- _WHAT IS EXPECTED_
Gather, from the listing beneath this task, every line holding the string "ends".

- _RECORDS FOR THE EXERCISE_
※ ※ ※

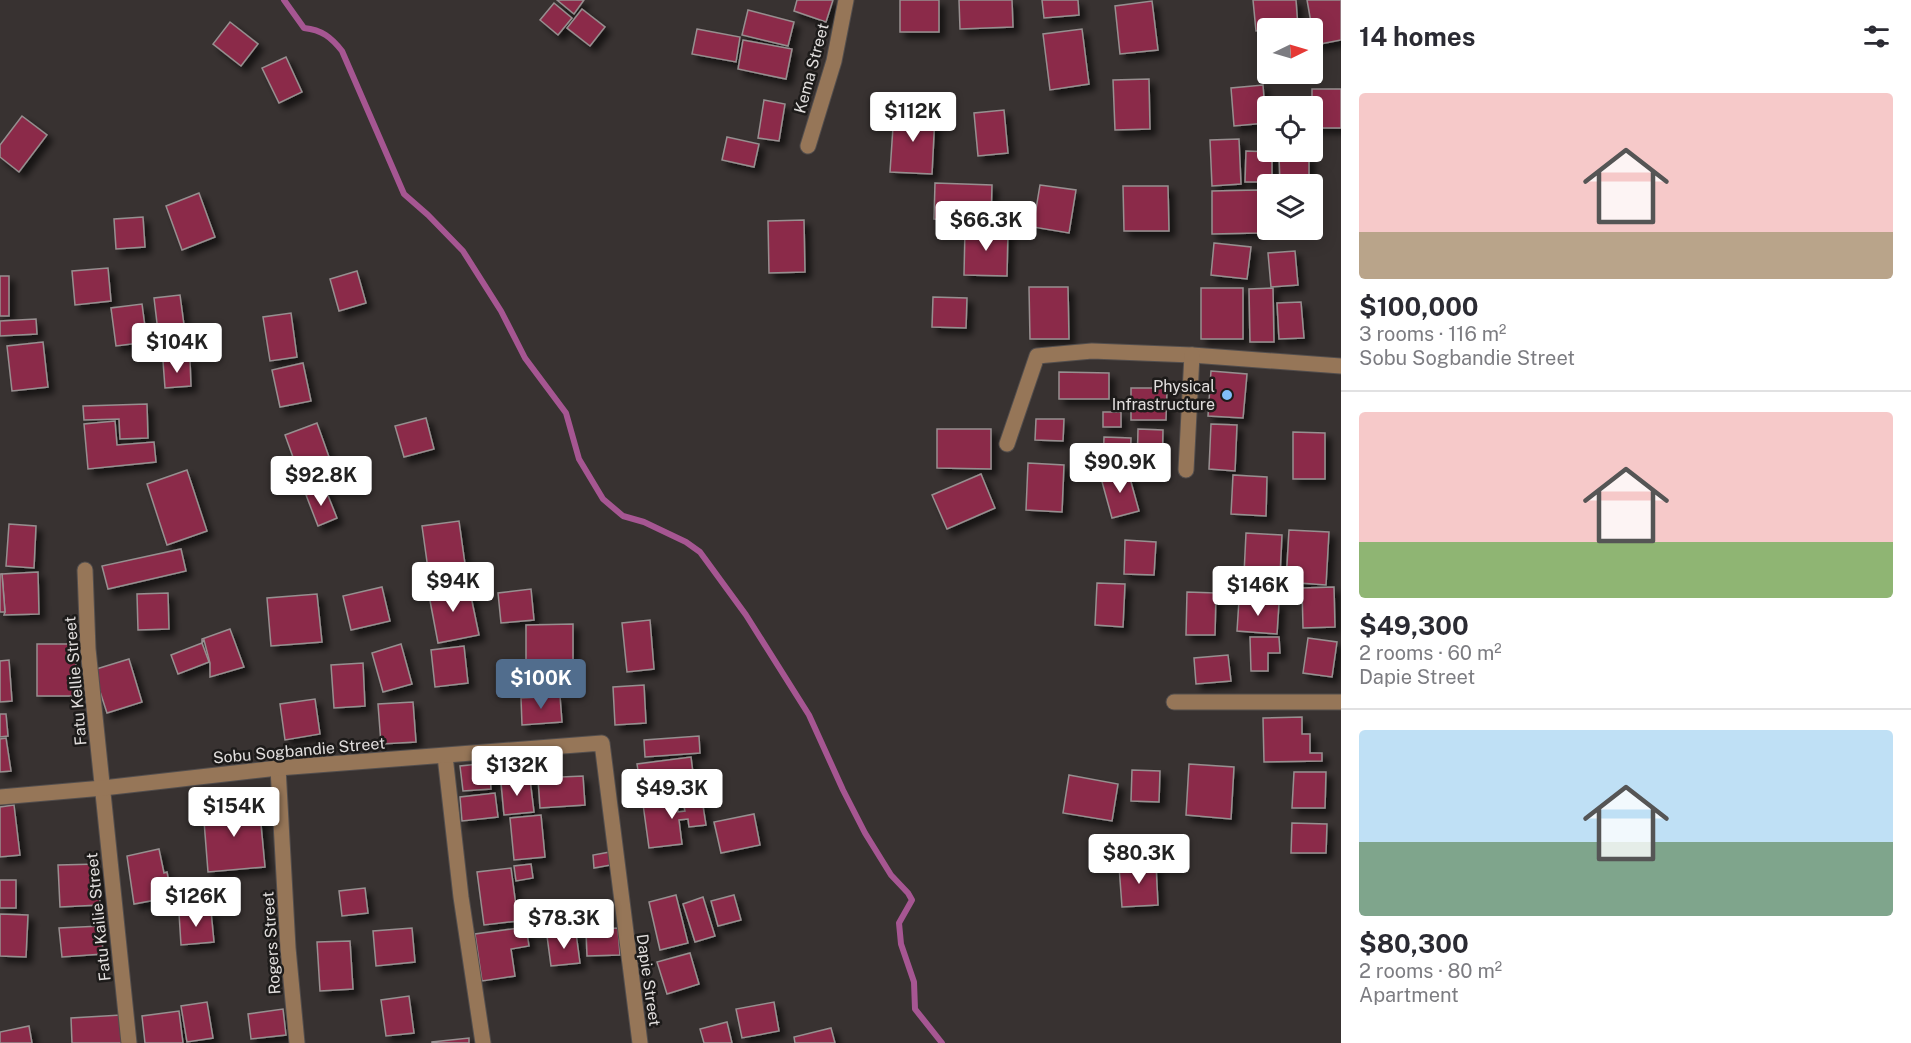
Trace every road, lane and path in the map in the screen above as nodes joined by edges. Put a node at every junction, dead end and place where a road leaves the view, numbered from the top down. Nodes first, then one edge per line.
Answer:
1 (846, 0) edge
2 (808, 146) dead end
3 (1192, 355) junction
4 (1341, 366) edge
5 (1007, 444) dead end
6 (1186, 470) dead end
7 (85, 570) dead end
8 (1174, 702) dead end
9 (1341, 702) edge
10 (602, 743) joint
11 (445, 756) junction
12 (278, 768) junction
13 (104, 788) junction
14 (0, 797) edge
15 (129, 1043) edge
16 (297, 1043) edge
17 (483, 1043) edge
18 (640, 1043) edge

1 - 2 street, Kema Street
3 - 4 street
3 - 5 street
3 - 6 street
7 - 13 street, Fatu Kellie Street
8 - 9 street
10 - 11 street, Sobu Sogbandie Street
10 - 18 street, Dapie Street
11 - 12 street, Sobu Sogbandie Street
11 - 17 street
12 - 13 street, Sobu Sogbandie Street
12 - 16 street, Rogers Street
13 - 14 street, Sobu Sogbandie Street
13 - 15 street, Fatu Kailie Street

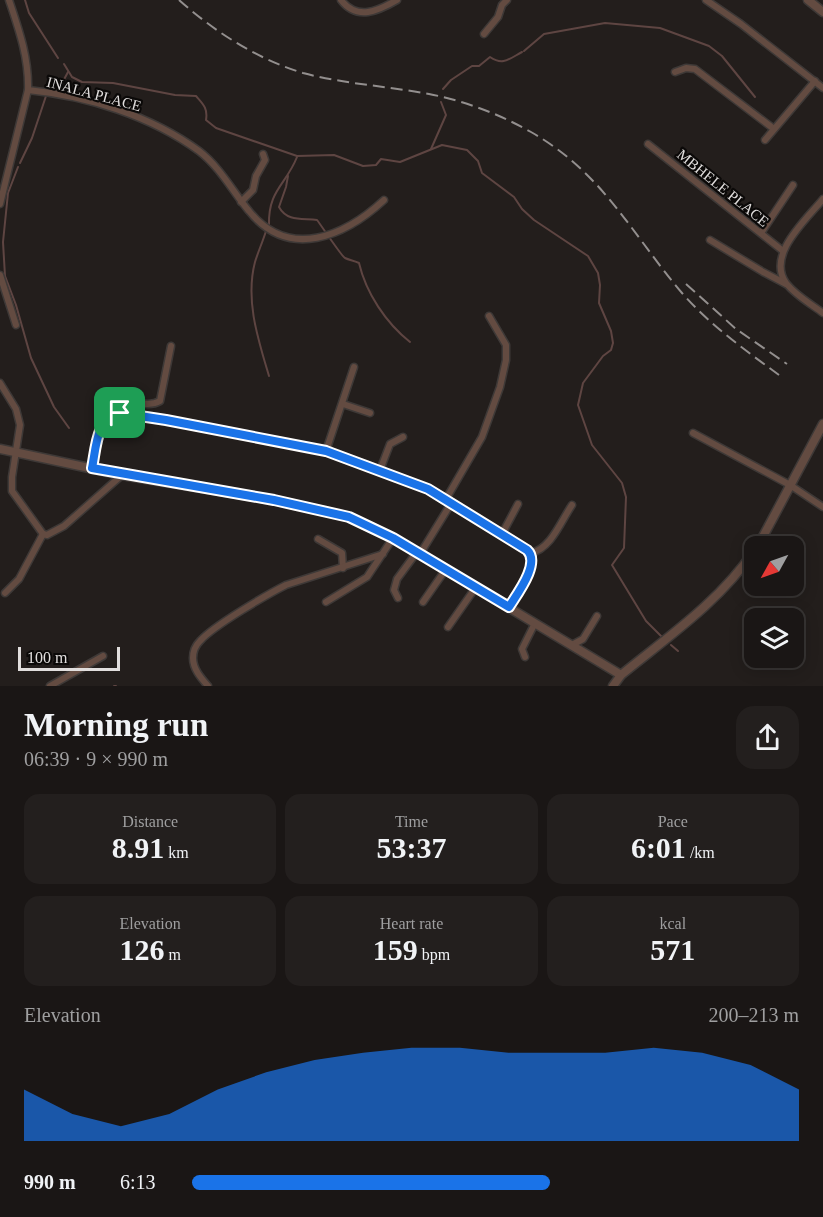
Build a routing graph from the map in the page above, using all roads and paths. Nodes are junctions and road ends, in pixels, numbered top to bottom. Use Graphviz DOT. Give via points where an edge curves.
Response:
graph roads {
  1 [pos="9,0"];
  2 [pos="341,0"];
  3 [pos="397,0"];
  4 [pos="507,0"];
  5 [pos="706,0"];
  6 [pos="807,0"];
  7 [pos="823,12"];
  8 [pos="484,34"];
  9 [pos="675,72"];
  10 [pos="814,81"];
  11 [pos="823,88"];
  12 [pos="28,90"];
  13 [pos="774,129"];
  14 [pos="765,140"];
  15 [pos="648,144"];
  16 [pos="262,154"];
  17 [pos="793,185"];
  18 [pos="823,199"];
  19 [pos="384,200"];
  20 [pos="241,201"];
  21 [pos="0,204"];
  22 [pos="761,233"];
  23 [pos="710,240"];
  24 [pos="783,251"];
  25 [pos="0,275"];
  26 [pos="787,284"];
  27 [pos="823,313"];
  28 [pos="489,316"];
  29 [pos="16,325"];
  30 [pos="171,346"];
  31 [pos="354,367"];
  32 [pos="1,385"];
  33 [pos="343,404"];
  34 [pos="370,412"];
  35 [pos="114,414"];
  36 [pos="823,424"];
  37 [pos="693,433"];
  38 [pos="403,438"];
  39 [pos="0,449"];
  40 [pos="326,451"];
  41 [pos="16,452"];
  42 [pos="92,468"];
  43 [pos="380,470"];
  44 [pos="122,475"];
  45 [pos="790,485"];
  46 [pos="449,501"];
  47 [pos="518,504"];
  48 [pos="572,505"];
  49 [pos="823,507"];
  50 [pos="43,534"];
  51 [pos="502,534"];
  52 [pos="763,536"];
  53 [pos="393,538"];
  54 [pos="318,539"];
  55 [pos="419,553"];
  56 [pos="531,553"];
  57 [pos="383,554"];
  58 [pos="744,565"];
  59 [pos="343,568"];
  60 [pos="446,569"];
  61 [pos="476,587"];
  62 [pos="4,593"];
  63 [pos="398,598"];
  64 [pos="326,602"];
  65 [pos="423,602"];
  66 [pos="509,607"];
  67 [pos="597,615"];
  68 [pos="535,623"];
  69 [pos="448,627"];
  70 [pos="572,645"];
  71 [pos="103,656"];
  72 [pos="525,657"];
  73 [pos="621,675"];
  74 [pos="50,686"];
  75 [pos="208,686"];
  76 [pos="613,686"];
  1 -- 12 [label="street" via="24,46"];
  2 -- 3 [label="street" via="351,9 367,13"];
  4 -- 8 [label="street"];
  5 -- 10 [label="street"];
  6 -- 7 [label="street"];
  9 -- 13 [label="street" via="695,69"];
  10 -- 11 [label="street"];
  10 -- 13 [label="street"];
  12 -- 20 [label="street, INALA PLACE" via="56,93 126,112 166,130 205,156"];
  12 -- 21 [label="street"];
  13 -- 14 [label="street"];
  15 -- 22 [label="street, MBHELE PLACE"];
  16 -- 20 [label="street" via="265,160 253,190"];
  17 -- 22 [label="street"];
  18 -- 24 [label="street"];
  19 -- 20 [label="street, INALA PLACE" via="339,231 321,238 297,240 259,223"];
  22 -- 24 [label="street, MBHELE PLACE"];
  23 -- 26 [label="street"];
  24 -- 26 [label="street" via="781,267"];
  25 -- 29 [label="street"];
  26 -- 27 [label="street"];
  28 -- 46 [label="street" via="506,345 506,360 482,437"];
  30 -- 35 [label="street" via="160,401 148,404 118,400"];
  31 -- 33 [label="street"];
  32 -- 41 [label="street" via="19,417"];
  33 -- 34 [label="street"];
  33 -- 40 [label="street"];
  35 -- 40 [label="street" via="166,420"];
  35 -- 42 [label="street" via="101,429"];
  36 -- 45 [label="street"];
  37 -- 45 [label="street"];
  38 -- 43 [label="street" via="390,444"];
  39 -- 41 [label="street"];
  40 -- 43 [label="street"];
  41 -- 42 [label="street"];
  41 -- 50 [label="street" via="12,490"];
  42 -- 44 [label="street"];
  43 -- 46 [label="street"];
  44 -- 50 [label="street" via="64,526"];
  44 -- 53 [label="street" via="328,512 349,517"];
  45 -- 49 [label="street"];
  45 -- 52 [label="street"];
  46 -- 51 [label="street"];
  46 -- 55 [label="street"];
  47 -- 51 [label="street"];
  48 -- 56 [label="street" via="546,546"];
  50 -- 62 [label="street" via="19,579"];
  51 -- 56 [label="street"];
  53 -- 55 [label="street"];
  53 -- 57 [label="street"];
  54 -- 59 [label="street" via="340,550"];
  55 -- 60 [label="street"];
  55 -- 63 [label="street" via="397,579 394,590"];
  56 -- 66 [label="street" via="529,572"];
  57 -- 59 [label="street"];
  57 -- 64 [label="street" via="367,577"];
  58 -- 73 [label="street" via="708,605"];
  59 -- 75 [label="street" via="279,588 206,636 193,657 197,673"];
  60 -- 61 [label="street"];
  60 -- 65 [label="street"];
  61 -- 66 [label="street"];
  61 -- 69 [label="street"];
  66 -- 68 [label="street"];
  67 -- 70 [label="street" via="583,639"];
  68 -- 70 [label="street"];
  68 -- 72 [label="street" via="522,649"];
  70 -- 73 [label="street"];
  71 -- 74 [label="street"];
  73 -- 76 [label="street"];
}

※ ※ ※

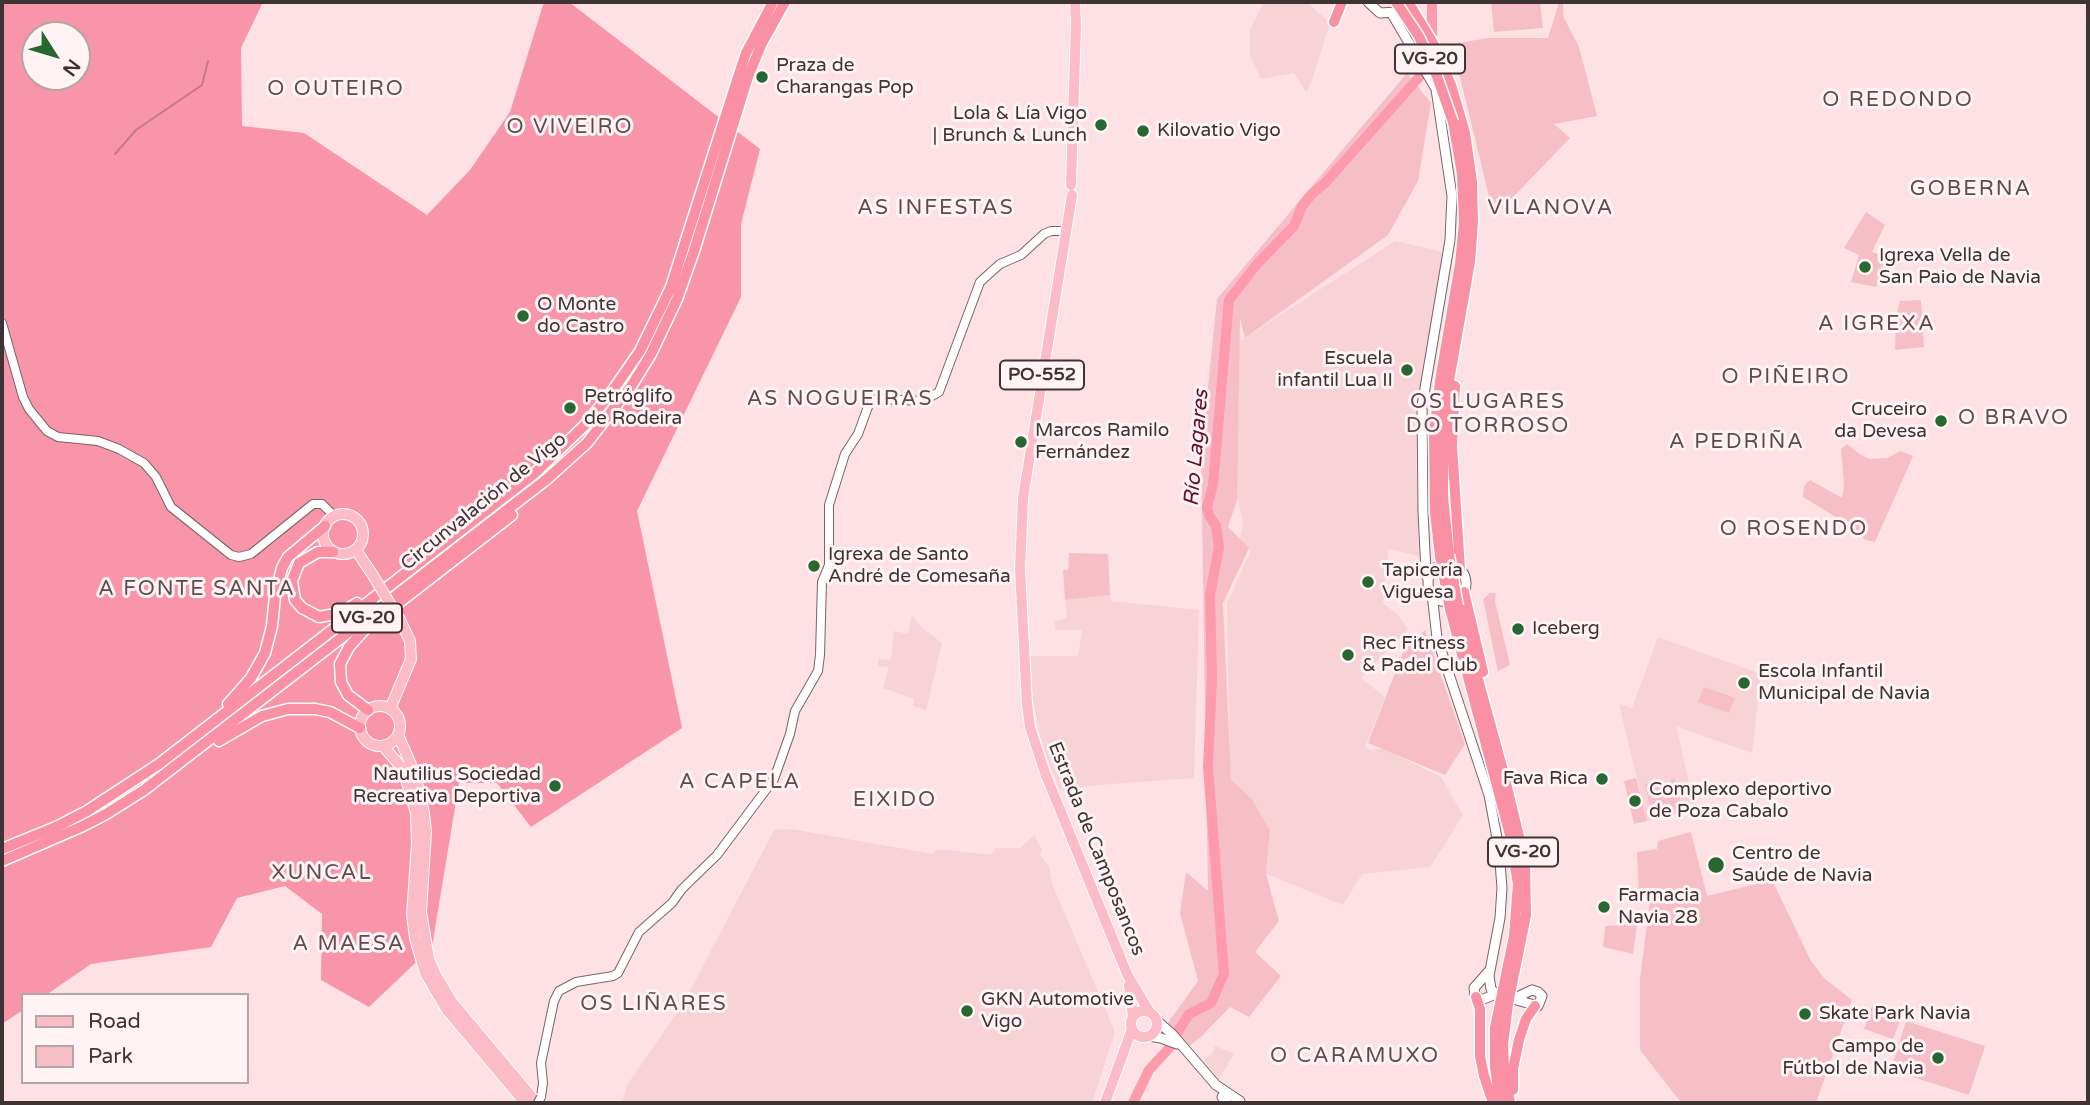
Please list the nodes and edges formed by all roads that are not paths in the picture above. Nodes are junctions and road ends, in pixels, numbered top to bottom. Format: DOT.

※ ※ ※

- _RESULT FOR THIS EXERCISE_
Build a routing graph from the map in the page above, using all roads and paths. Nodes are junctions and road ends, in pixels, numbered top to bottom. Use Graphviz DOT. Give via points where an edge curves.
Please list the nodes and edges formed by all roads that are not paths in the picture above. Nodes are junctions and road ends, in pixels, numbered top to bottom. Format: DOT.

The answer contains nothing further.